諦めよりも、達観している様でさえあった。
「冷静っすね、オドネルさん。俺、不安でたまんないんスけど」
「ちぃとばかし考える事があってな、それに慌てたってどうにもならねえよ。――……にしてもお前、戦闘中にレーダーフィルター掛けたのには驚いたぜ、電子系のスキル持ってんならアピールしろよな、もったいねえ」
「ありがとうございます。なんつーか、閃いたんッスよね。こう一瞬で、パッと? 自分でもあんな才能があるなんて驚きっス」
「能ある鷹だったか。説明書だけであそこまで操作出来る奴はそうそういねえよ」
「へへっ、でもホントッすよ?」
晴れやかな表情に戻り、ライナスは作業を再開し、手元から目を離さず会話を続けた。
「今、どこら辺にいるんスかね」
「見当もつかねえ」
高濃度エヴォルに太陽風がぶつかる事によって発生する現象は、星間移動ゲートの空間圧縮技術に応用されており、逆に言えば宇宙嵐は制御されていない星間移動ゲートとも表わす事が出来る。つまり――
「現在位置はデブリ帯じゃなくて、もっと遠くに移動してるかもって事スか」
「星間移動ゲートの空間圧縮率は12倍、これは安全に制御出来る範囲でゲートが設計されてるからだ。宇宙嵐はその制御が一切利いてない。人類の一歩が別宇宙への一歩になってる可能性もある、一足飛びで外宇宙への旅立ちってこった。まぁこの光が太陽光なら、俺達がいるのは太陽系のどっかだな。……そうしょげんな、いいニュースもあるぞ」
「なんスか? 見習い卒業とかだったら嬉しいッス」
「ふん、童貞捨てたくらいで甘えんな。くたばるにしても一人じゃねえって話だ。一緒に上がった奴ァ見捨てねえよ、俺ァ」
「あはは、訊かなきゃ良かったッス」
落ち着き払ったブラックジョークに思わず笑い、そしてライナスはもう一つ尋ねる、その権利がある質問を。

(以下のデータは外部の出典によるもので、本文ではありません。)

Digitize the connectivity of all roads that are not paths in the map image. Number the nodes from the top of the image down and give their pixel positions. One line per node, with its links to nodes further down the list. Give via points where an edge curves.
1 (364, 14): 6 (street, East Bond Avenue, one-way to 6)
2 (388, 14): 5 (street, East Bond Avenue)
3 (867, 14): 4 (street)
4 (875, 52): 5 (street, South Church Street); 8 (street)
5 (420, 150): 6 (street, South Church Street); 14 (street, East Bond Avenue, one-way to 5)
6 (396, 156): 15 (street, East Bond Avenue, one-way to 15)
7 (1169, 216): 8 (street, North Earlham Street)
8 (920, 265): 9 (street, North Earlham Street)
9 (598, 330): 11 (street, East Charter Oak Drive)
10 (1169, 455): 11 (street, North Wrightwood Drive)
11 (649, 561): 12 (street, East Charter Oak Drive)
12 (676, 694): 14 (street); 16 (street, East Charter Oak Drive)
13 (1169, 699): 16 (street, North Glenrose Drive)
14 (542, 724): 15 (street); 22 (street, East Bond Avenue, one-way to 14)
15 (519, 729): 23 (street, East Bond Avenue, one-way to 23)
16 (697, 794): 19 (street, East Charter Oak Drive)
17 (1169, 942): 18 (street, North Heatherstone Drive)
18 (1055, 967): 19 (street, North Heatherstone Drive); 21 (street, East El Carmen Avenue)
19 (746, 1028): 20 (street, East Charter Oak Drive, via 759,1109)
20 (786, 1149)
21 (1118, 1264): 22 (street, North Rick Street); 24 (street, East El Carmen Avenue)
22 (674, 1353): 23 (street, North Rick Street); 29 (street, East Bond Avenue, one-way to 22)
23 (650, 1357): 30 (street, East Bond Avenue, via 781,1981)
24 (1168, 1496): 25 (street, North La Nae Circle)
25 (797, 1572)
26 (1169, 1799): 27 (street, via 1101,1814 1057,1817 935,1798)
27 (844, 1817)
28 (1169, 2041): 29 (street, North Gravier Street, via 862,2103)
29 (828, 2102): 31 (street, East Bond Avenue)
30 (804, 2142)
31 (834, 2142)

「オドネルさん、訊いときたい事があるんスけどいいっすか? もしかしたら、最後になるかもしれないし」
「……答えるかは内容による」
「さっきの戦闘機のパイロットって、オドネルさんの知ってる人だったりするんスか」
「便利屋の常識は?」
「作業に戻るッス」
踏みかけた地雷からすっと足を外して、ライナスは画面との睨めっこを再開した。AIの復旧が困難でも、操縦系統を直接コクピットに接続さえ出来れば、或いはラスタチカを飛ばす事が出来るかもしれなかった。ただしその場合、AIによる補助を受けられない為、機体全ての操作をマニュアルでやることになる。だが――
「…………その必要はなさそうだ、見てみろ」
そしてヴィンセントは九時方向を指さした。
遠くでリズミカルな輝きが、星々の合間ながら主張している。それは時間と共に近づき、二色の飛行灯も確認出来るようになってきた。
塗装の剥げたオンボロ宇宙船である。